Birt-Hogg-Dubé syndrome is a rare congenital disorder associated with multiple benign skin lesions, kidney diseases, lung disorders, and other disorders. This syndrome is difficult to diagnose because it resembles many other inherited disorders. Molecular genetic testing is a major diagnostic tool for Birt-Hogg-Dubé syndrome. Early diagnosis plays a significant role in determining this syndrome.

Frequently Asked Questions


How Is Birt-Hogg-Dubé Syndrome Diagnosed?

Clinical findings and molecular genetic testing are used to make the diagnosis. The primary criterion for diagnosing this syndrome is the identification of pathological variants in the FLCN gene, with clinical findings serving as minor criteria. Clinical manifestations of this syndrome include multiple lung cysts, multifocal or bilateral renal cancer, and relatives with Birt-Hogg-Dubé syndrome.


Which Type of Renal Cell Carcinoma Is Often Associated With Birt-Hogg-Dubé Syndrome?

Birt-Hogg-Dubé (BHD) syndrome is caused by a germline mutation in the folliculin gene and is linked to the development of hereditary renal cell carcinoma (RCC). Most BHD syndrome-related RCC (BHD-RCC) cases are less aggressive than sporadic clear cell RCC and multifocal RCC.


What Is the Prevalence of Birt-Hogg-Dubé Syndrome?

The incidence of Birt-Hogg-Dubé syndrome is unknown. The precise number of people and families affected by BHD is unknown. However, it is estimated that the carrier frequency is one for every 200,000 people. This condition has been reported in over 400 families.


Is Birt-Hogg-Dubé Syndrome Treatable?

Although no specific treatment exists for Birt-Hogg-Dubé syndrome, the treatments are determined based on the symptoms. Birt-Hogg-Dubé syndrome mortality and morbidity may be linked to internal manifestations such as kidney tumors, pulmonary cysts, and spontaneous pneumothoraces.


What Is Birt-Hogg-Dubé Syndrome?

Birt-Hogg-Dubé syndrome is a rare condition that affects the skin and lungs and raises the risk of certain cancers. Its signs and symptoms differ from person to person. Birt-Hogg-Dubé syndrome is distinguished by the presence of multiple noncancerous (benign) skin tumors, most notably on the face, neck, and upper chest.


What Is the Treatment for Birt-Hogg-Dubé Syndrome?

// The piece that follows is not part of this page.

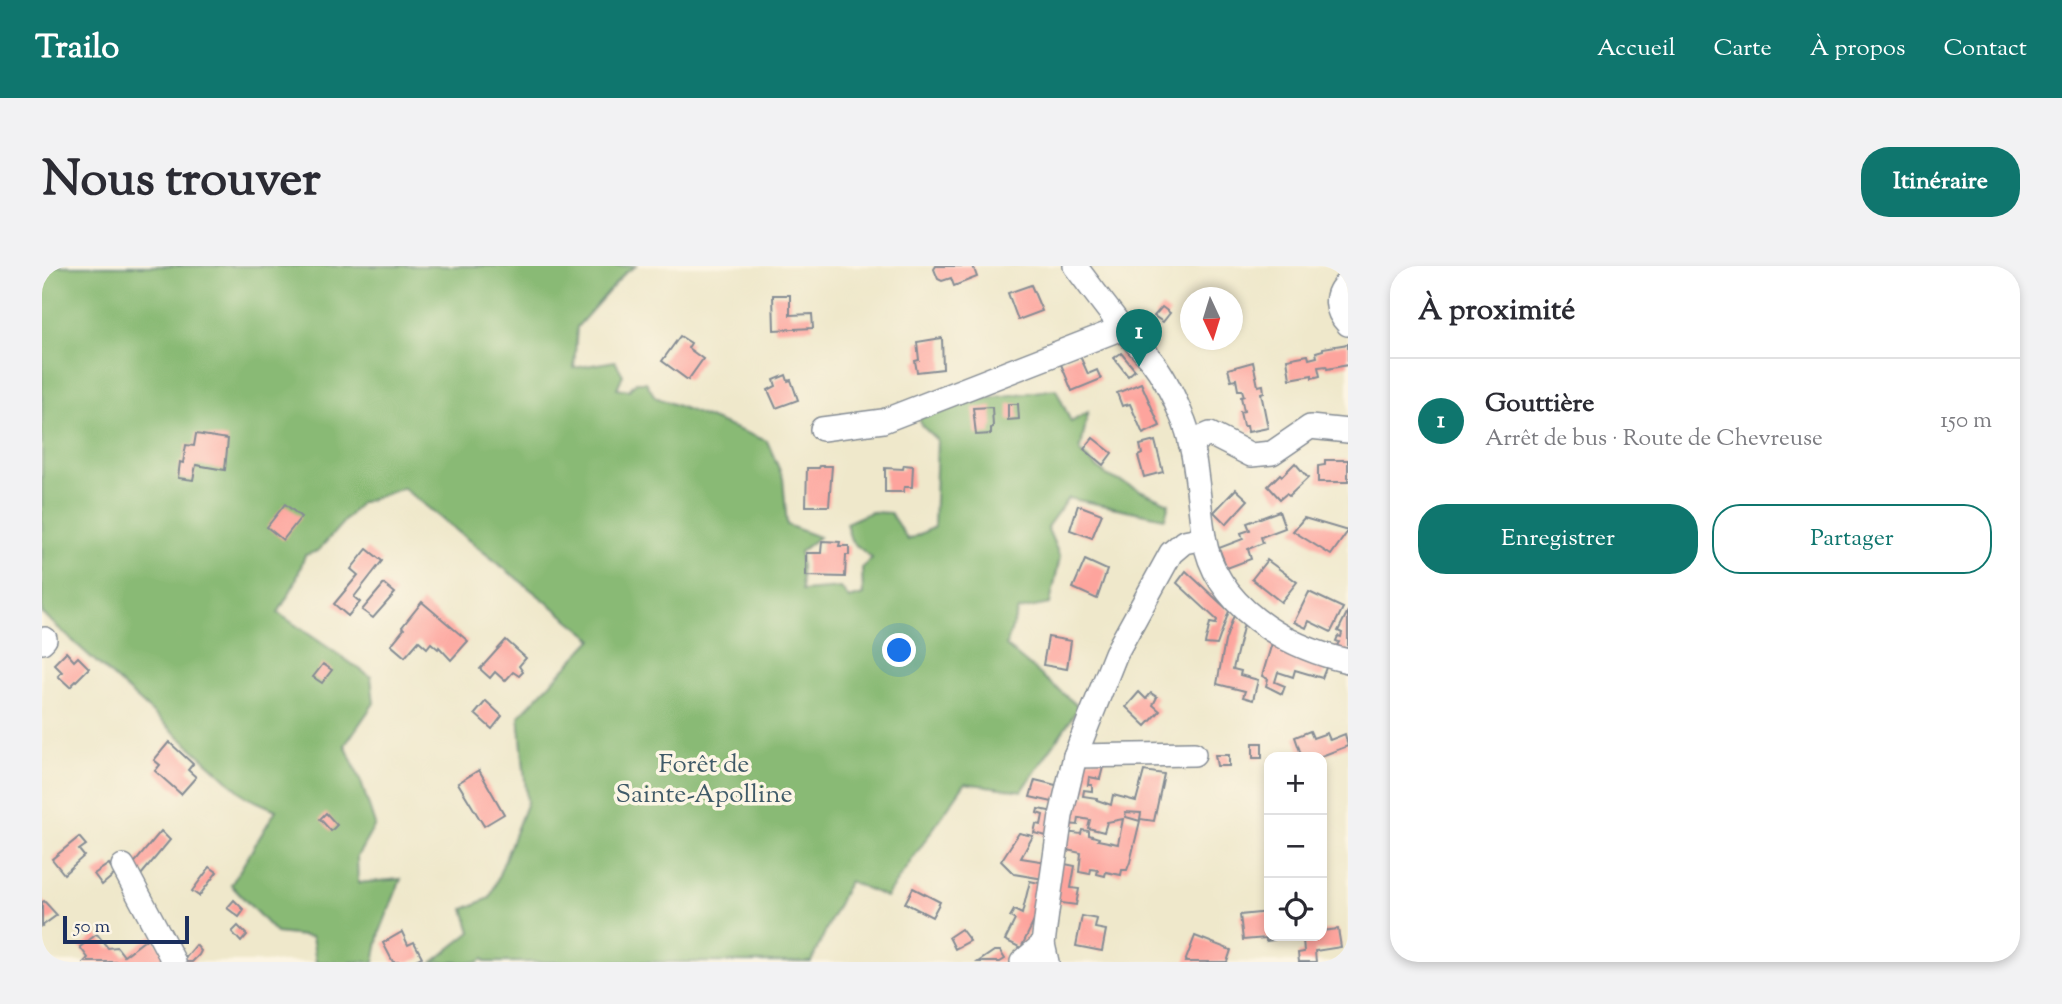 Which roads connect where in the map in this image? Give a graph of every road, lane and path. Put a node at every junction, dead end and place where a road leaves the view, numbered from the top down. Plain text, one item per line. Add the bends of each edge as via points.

The treatment of BHD syndrome focuses on the specific symptoms that each person experiences. A laser beam may destroy affected skin tissue as part of the treatment (laser ablation). Pneumothorax is treated with needle aspiration, chest tube insertion, nonsurgical repair, or surgery. Lung cysts do not require treatment. Treatment is required for airway obstruction. Individuals with renal neoplasia may also require surgery.


Is BHD Life-Threatening?

BHD is not normally fatal, and most people live normal lives with regular monitoring and understanding of the symptoms. However, individuals with BHD are at a lifelong risk of developing renal tumors. They should have periodic abdominal imaging (computed tomography or magnetic resonance imaging to reduce radiation exposure) to detect renal tumors early.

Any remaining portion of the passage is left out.